Dorothy Mortenson of Alaska's Trails and Tails sat quietly at the kitchen table, perhaps reconsidering the wisdom of turning a legally blind woman loose with a team of their beloved sled dogs. "You have to understand, that these dogs are our family," said her husband Mark Newell.
The idea of teaching a visually-impaired person to mush intrigued the couple as a new and interesting challenge. As we sat at the table tossing around ideas, the fact that we had no instruction manual became increasingly apparent.
The first test came the next day when Mark hooked up a toboggan sled to a snowmobile and towed me through a section of curvy, tree-lined trail. My goal was to keep the sled a consistent distance from the snowmobile without allowing the connecting line (gang line) to become too slack. This is an essential skill for managing a real team as a slack gang line can lead to an injured dog. After receiving a thumbs-up from Mark, it was time to harness my team.
Dorothy acted as my guide by sitting backward on a snow mobile while talking to me over a two-way radio. This meant that Dorothy had to think in reverse, as her right was my left. This also meant that I could not ask questions or clarify instructions verbally since I had only an earphone.
"Gee," came Dorothy's voice in my ear. A few seconds passed before I remembered that "Gee" meant right turn and I was supposed to be telling the dogs. "Gee," I shouted a moment too late, after my team had taken matters into their own paws and made a sweeping right turn.
Dorothy's directions soon changed from, "it's getting a little weird here," to small pieces of clear, concise information. "Left turn...stand on your right runner...your lead dogs are starting up a hill now."
There were big smiles all around as we glided across the snow covered ice of Pirate Lake and came to a stop at Tokosha Mountain Lodge.
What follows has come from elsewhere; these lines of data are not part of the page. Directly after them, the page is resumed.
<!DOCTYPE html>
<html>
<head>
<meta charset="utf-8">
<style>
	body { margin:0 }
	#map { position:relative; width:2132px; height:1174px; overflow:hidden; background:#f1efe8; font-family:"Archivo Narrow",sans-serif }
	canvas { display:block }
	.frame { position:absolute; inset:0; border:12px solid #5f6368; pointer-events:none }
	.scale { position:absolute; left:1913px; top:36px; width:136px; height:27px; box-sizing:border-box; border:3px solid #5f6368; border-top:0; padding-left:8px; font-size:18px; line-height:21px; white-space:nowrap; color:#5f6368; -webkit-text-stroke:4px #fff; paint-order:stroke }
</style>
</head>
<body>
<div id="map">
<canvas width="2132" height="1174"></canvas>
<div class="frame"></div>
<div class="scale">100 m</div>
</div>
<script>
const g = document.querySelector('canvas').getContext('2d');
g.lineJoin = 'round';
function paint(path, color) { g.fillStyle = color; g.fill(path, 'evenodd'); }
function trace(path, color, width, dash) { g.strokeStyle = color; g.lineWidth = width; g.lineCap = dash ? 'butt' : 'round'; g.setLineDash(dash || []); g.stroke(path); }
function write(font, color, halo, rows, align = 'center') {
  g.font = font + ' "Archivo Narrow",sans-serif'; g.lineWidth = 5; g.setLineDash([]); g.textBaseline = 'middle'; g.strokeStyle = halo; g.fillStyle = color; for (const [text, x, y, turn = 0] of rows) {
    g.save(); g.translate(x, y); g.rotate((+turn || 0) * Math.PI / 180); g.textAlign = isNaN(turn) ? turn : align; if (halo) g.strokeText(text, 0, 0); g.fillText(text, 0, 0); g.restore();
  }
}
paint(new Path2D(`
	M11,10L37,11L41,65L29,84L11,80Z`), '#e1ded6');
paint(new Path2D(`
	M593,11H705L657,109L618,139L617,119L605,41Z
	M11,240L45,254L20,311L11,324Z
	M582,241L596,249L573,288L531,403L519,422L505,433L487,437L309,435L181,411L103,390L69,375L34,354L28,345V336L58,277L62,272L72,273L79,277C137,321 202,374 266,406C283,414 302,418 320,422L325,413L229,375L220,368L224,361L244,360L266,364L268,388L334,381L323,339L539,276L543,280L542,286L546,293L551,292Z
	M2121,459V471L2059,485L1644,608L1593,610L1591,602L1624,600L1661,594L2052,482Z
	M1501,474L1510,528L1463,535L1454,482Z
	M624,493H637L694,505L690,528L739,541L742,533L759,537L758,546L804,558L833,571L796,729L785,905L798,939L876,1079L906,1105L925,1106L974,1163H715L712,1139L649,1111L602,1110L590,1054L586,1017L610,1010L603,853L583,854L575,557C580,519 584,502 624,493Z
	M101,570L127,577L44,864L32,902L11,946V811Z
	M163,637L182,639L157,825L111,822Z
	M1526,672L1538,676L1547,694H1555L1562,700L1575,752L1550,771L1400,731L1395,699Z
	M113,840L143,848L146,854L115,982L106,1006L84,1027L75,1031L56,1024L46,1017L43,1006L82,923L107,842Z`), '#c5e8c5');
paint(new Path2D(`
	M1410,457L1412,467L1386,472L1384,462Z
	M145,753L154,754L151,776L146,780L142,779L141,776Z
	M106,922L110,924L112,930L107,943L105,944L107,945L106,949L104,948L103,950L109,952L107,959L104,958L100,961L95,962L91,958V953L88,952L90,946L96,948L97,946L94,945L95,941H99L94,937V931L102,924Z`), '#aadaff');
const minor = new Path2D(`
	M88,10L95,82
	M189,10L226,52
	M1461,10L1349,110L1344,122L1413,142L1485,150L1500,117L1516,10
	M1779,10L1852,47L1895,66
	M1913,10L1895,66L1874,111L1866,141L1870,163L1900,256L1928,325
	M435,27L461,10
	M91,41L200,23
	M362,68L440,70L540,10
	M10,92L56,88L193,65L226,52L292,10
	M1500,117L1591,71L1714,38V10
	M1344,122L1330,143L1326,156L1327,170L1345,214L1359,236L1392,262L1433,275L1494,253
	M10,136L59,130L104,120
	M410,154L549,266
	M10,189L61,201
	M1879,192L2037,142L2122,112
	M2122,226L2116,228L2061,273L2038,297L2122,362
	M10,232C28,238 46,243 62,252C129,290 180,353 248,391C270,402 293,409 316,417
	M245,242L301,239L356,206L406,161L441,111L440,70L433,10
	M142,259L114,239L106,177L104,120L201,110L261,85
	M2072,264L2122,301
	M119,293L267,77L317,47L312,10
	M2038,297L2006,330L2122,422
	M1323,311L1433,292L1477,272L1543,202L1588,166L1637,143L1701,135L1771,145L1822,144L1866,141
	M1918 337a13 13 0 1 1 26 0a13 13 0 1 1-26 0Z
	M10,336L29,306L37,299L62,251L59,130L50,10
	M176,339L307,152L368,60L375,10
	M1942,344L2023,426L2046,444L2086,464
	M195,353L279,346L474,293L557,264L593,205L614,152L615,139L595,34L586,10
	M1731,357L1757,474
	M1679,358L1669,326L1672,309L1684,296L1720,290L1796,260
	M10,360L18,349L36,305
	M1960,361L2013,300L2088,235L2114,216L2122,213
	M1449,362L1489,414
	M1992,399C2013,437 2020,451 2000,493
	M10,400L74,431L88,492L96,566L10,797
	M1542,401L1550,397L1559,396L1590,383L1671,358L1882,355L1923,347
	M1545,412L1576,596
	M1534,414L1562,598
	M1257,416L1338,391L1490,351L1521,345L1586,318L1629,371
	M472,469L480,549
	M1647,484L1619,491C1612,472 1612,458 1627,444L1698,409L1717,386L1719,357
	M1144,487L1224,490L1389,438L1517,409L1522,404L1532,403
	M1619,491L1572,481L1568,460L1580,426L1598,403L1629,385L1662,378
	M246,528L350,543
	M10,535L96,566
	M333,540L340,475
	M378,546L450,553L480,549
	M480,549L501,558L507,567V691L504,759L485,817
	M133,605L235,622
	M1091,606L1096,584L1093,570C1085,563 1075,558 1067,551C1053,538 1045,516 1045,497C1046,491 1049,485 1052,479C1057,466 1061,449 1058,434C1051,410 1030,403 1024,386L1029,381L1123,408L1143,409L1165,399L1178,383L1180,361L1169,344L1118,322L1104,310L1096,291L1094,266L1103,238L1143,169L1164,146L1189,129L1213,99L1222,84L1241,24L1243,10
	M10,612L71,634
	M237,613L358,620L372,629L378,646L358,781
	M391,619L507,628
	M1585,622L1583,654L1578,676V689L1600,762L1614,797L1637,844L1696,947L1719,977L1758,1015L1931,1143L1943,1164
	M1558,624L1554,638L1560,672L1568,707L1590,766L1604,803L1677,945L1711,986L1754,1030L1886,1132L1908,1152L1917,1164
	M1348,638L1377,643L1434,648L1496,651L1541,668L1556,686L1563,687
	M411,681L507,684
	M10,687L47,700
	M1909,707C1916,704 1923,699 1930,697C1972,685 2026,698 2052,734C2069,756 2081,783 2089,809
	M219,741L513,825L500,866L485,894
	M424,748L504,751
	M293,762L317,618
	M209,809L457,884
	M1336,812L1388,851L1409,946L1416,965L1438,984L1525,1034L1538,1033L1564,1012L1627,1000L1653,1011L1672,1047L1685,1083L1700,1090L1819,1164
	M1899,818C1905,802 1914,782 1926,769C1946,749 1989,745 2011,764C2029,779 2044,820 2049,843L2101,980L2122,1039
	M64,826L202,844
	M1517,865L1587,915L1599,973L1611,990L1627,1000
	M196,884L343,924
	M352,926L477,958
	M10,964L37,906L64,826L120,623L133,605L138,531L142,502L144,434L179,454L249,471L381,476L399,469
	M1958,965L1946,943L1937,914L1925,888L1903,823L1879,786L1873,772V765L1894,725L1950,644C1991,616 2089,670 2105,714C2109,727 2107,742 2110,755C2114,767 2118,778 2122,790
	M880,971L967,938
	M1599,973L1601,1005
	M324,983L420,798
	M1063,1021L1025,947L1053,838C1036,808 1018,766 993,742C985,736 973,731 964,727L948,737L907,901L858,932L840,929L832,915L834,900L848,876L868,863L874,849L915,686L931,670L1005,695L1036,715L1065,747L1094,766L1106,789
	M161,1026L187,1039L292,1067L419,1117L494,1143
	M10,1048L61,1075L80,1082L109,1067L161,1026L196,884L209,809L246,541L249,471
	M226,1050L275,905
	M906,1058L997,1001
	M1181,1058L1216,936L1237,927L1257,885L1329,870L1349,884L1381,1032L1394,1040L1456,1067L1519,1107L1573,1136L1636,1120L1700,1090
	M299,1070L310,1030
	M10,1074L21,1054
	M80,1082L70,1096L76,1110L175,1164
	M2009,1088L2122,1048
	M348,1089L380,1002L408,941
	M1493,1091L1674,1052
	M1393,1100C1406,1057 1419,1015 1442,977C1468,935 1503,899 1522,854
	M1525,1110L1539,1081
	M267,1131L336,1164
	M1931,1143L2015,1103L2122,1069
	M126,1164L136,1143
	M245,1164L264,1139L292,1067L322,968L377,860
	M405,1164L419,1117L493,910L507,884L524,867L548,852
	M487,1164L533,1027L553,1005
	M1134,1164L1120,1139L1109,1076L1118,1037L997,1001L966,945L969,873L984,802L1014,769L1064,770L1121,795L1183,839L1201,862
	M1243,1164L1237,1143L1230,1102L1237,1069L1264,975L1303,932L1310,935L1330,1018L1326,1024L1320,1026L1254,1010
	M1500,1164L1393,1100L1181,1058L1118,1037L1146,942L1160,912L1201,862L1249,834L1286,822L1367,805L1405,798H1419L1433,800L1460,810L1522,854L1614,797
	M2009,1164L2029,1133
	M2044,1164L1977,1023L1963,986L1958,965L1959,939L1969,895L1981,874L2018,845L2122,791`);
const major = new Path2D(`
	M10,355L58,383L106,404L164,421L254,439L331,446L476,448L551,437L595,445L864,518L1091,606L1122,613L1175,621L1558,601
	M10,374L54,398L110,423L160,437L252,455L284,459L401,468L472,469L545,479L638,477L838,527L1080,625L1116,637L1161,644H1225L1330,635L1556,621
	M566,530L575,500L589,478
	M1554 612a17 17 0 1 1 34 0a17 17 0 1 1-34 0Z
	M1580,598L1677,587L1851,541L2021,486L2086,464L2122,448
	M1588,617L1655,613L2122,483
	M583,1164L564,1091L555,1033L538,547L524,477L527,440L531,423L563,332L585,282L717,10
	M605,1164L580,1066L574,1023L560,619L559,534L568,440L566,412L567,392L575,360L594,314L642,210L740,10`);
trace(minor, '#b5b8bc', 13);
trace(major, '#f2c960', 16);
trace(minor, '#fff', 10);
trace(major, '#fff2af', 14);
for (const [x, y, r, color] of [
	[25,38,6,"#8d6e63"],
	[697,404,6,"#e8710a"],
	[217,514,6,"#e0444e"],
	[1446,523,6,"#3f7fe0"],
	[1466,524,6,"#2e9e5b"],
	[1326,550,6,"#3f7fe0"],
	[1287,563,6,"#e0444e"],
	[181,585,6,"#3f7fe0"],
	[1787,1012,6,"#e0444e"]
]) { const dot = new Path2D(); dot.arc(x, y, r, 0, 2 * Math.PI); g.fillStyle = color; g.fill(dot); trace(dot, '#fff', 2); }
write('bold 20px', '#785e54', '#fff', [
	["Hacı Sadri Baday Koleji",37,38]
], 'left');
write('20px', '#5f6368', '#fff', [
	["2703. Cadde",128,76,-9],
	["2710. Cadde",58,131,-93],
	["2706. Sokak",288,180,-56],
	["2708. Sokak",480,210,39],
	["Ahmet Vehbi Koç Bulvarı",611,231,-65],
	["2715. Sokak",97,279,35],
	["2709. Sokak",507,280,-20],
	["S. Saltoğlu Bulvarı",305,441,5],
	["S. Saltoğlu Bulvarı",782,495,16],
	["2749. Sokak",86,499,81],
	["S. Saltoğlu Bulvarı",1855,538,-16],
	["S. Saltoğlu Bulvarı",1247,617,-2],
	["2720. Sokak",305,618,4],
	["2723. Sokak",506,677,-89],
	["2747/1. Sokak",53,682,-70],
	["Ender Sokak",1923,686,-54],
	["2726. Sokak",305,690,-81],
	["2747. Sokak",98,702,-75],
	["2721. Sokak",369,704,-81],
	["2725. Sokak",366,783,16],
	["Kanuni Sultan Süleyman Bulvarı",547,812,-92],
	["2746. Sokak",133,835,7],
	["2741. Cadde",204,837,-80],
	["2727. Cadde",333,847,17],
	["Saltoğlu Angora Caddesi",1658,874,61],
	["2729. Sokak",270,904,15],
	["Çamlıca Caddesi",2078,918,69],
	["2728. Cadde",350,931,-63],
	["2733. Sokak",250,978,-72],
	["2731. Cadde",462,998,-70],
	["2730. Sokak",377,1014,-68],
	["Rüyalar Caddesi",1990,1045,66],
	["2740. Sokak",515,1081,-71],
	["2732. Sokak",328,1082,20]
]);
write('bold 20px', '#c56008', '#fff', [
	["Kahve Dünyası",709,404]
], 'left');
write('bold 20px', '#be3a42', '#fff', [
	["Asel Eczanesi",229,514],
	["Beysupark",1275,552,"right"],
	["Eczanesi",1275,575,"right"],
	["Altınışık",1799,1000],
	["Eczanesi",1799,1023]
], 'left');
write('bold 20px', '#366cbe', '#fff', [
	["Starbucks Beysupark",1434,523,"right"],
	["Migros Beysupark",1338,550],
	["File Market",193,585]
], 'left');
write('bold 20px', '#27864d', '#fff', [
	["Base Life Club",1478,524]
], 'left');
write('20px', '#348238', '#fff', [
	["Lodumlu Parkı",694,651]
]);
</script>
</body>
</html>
It seemed that even the dogs were smiling at our success.
I soon fell in love with my little team of six. There was Cat and Bob, my mouthy wheel dogs (dogs closest to the sled), with their short, sharp barks. There was quiet Calvin who never said much of anything but always rose to the occasion with a calm steadiness. There was little Flurry, the only light colored dog on the team, and leaders Dusty and Cub, who actually stopped most of the time I asked them to.
We spent the next two days running the dogs up the frozen Tokositna River to view Denali (Mt. McKinley) and the Ruth Glacier. As I gained confidence and needed less direction, Dorothy added description of the surrounding landscape to her radio communications. Sometimes too, there were periods of silence followed by temporary panic that my radio had broken, until I again heard Dorothy's reassuring voice. I gradually became comfortable with these periods of radio silence with only the sounds of the wind and the sled runners in my ears.
"Are you ready for a rocket ride?" asked Dorothy, as my team was increased from six to eight dogs. Dorothy stood on the claw brake while I stood on the snow hook trying to hold the excited team until it was time to begin the final leg of my adventure. The team took their cue from the whine of the snowmobile and blasted across Pirate Lake without concern for my readiness.
"Slow them down," said Dorothy in a voice slightly less calm than usual. I wanted to scream, "I'm standing on the claw brake!" but knew that she would never hear me. A barrage of rapid-fire directions came over the radio as the team hit a stretch of trail winding through a stand of trees. The sled whipped up the trail to the sounds of "right turn...left turn," punctuated by an occasional "duck" as the sled passed a low branch.
A short time later the team crested the final hill into the sunshine and I brought the sled to a stop at the place where my mushing adventure had begun three days earlier. Dogs and musher all present and accounted for with the only casualty being a broken nail...mine!
"Do you think a visually-impaired person could run the Iditarod?" I asked as we said our good-byes. "You probably could," laughed Mark.
Hmmm...First visually-impaired woman to compete in the Iditarod. Has a nice ring to it don't you think?